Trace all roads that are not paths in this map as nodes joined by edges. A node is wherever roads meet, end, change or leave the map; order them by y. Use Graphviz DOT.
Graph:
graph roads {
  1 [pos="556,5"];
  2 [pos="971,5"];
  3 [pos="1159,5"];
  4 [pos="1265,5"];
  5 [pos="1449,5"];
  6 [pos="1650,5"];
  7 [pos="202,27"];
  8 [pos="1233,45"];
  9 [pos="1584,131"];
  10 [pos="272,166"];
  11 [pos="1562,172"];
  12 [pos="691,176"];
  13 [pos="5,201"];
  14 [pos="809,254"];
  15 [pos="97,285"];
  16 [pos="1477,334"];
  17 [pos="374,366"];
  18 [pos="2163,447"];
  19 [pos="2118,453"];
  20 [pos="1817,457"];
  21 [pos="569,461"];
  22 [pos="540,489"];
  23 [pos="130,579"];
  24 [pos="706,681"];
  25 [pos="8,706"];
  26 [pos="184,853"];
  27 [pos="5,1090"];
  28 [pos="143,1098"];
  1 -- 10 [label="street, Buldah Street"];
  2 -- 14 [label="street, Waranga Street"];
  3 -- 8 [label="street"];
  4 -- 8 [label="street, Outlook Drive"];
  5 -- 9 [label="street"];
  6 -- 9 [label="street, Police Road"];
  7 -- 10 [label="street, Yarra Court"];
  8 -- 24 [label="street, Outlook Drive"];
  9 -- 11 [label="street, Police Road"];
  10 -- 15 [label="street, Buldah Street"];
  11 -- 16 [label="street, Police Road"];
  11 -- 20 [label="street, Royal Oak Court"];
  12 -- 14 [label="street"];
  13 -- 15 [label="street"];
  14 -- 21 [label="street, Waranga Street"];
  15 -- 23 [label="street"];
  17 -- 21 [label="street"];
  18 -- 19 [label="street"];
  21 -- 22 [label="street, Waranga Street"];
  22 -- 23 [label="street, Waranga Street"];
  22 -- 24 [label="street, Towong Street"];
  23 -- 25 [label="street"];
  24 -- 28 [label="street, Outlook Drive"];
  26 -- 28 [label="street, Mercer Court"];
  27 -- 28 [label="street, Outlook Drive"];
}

HOW TO COMPLETE THIS TASK:
When copying the data above, keep every line exactly as written.

SOLUTION FOR THIS EXERCISE:
Trace all roads that are not paths in this map as nodes joined by edges. A node is wherever roads meet, end, change or leave the map; order them by y. Use Graphviz DOT.
Graph:
graph roads {
  1 [pos="556,5"];
  2 [pos="971,5"];
  3 [pos="1159,5"];
  4 [pos="1265,5"];
  5 [pos="1449,5"];
  6 [pos="1650,5"];
  7 [pos="202,27"];
  8 [pos="1233,45"];
  9 [pos="1584,131"];
  10 [pos="272,166"];
  11 [pos="1562,172"];
  12 [pos="691,176"];
  13 [pos="5,201"];
  14 [pos="809,254"];
  15 [pos="97,285"];
  16 [pos="1477,334"];
  17 [pos="374,366"];
  18 [pos="2163,447"];
  19 [pos="2118,453"];
  20 [pos="1817,457"];
  21 [pos="569,461"];
  22 [pos="540,489"];
  23 [pos="130,579"];
  24 [pos="706,681"];
  25 [pos="8,706"];
  26 [pos="184,853"];
  27 [pos="5,1090"];
  28 [pos="143,1098"];
  1 -- 10 [label="street, Buldah Street"];
  2 -- 14 [label="street, Waranga Street"];
  3 -- 8 [label="street"];
  4 -- 8 [label="street, Outlook Drive"];
  5 -- 9 [label="street"];
  6 -- 9 [label="street, Police Road"];
  7 -- 10 [label="street, Yarra Court"];
  8 -- 24 [label="street, Outlook Drive"];
  9 -- 11 [label="street, Police Road"];
  10 -- 15 [label="street, Buldah Street"];
  11 -- 16 [label="street, Police Road"];
  11 -- 20 [label="street, Royal Oak Court"];
  12 -- 14 [label="street"];
  13 -- 15 [label="street"];
  14 -- 21 [label="street, Waranga Street"];
  15 -- 23 [label="street"];
  17 -- 21 [label="street"];
  18 -- 19 [label="street"];
  21 -- 22 [label="street, Waranga Street"];
  22 -- 23 [label="street, Waranga Street"];
  22 -- 24 [label="street, Towong Street"];
  23 -- 25 [label="street"];
  24 -- 28 [label="street, Outlook Drive"];
  26 -- 28 [label="street, Mercer Court"];
  27 -- 28 [label="street, Outlook Drive"];
}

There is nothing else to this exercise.